**What is being asked**
Find the string "lane" in the records. Copy every line it appears in.

══════

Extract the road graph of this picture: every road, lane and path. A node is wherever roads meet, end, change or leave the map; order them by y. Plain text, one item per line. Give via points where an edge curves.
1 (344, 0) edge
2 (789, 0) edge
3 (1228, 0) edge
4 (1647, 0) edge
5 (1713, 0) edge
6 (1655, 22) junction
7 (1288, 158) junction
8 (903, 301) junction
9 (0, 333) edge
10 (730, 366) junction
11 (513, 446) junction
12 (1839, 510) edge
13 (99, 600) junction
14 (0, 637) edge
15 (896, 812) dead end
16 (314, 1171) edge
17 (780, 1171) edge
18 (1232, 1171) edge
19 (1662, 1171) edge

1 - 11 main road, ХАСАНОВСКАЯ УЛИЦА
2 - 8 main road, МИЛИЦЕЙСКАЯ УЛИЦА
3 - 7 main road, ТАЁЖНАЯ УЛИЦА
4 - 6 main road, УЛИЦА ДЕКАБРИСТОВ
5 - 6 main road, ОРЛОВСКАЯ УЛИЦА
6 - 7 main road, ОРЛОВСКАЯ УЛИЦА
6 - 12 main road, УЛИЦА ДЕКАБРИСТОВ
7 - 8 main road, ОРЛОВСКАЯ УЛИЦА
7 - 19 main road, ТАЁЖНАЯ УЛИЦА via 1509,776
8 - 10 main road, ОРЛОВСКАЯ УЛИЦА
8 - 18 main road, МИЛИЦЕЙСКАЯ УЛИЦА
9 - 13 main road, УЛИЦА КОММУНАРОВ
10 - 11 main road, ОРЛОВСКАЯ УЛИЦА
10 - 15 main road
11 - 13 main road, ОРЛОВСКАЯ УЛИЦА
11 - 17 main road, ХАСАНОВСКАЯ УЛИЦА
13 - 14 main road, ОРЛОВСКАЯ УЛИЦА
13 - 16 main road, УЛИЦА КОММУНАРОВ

══════

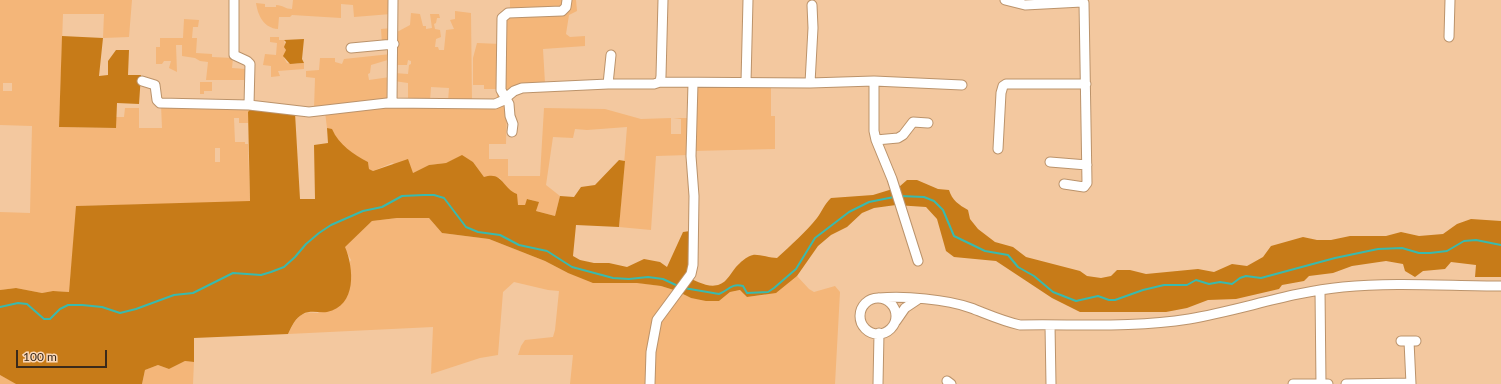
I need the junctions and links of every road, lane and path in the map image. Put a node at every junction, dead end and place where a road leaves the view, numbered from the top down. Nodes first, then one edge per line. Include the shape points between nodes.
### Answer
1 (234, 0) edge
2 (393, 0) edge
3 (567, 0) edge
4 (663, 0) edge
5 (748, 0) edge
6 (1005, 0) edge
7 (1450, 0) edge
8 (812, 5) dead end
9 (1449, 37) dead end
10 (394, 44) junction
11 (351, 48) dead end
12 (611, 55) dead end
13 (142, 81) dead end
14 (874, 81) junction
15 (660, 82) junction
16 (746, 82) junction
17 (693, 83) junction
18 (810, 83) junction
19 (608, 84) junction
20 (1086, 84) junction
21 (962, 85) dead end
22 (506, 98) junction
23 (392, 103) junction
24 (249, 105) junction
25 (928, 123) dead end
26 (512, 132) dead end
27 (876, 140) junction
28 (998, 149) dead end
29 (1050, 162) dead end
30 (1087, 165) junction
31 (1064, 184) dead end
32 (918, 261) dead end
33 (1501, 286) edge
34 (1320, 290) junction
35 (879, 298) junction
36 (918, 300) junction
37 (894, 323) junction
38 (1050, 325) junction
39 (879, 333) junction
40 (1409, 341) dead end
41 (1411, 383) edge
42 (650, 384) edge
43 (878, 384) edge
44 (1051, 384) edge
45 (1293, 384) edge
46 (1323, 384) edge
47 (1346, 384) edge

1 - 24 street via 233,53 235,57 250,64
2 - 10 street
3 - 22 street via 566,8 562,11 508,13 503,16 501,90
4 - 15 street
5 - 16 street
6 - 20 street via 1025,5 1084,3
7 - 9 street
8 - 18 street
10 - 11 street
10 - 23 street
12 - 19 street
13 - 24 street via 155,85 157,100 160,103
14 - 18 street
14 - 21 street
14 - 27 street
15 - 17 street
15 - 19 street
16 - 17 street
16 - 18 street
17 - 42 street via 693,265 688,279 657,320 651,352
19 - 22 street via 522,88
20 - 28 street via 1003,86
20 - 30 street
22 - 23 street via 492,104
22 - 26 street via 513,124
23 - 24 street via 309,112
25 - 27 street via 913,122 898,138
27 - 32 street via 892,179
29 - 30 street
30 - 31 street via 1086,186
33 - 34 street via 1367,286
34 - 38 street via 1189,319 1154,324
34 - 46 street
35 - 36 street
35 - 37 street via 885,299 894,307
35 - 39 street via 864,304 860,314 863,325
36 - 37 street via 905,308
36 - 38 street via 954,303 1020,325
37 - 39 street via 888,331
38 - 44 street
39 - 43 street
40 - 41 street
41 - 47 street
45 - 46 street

══════

**Your solution**
Extract the road graph of this picture: every road, lane and path. A node is wherever roads meet, end, change or leave the map; order them by y. Plain text, one item per line. Give via points where an edge curves.
I need the junctions and links of every road, lane and path in the map image. Put a node at every junction, dead end and place where a road leaves the view, numbered from the top down. Nodes first, then one edge per line. Include the shape points between nodes.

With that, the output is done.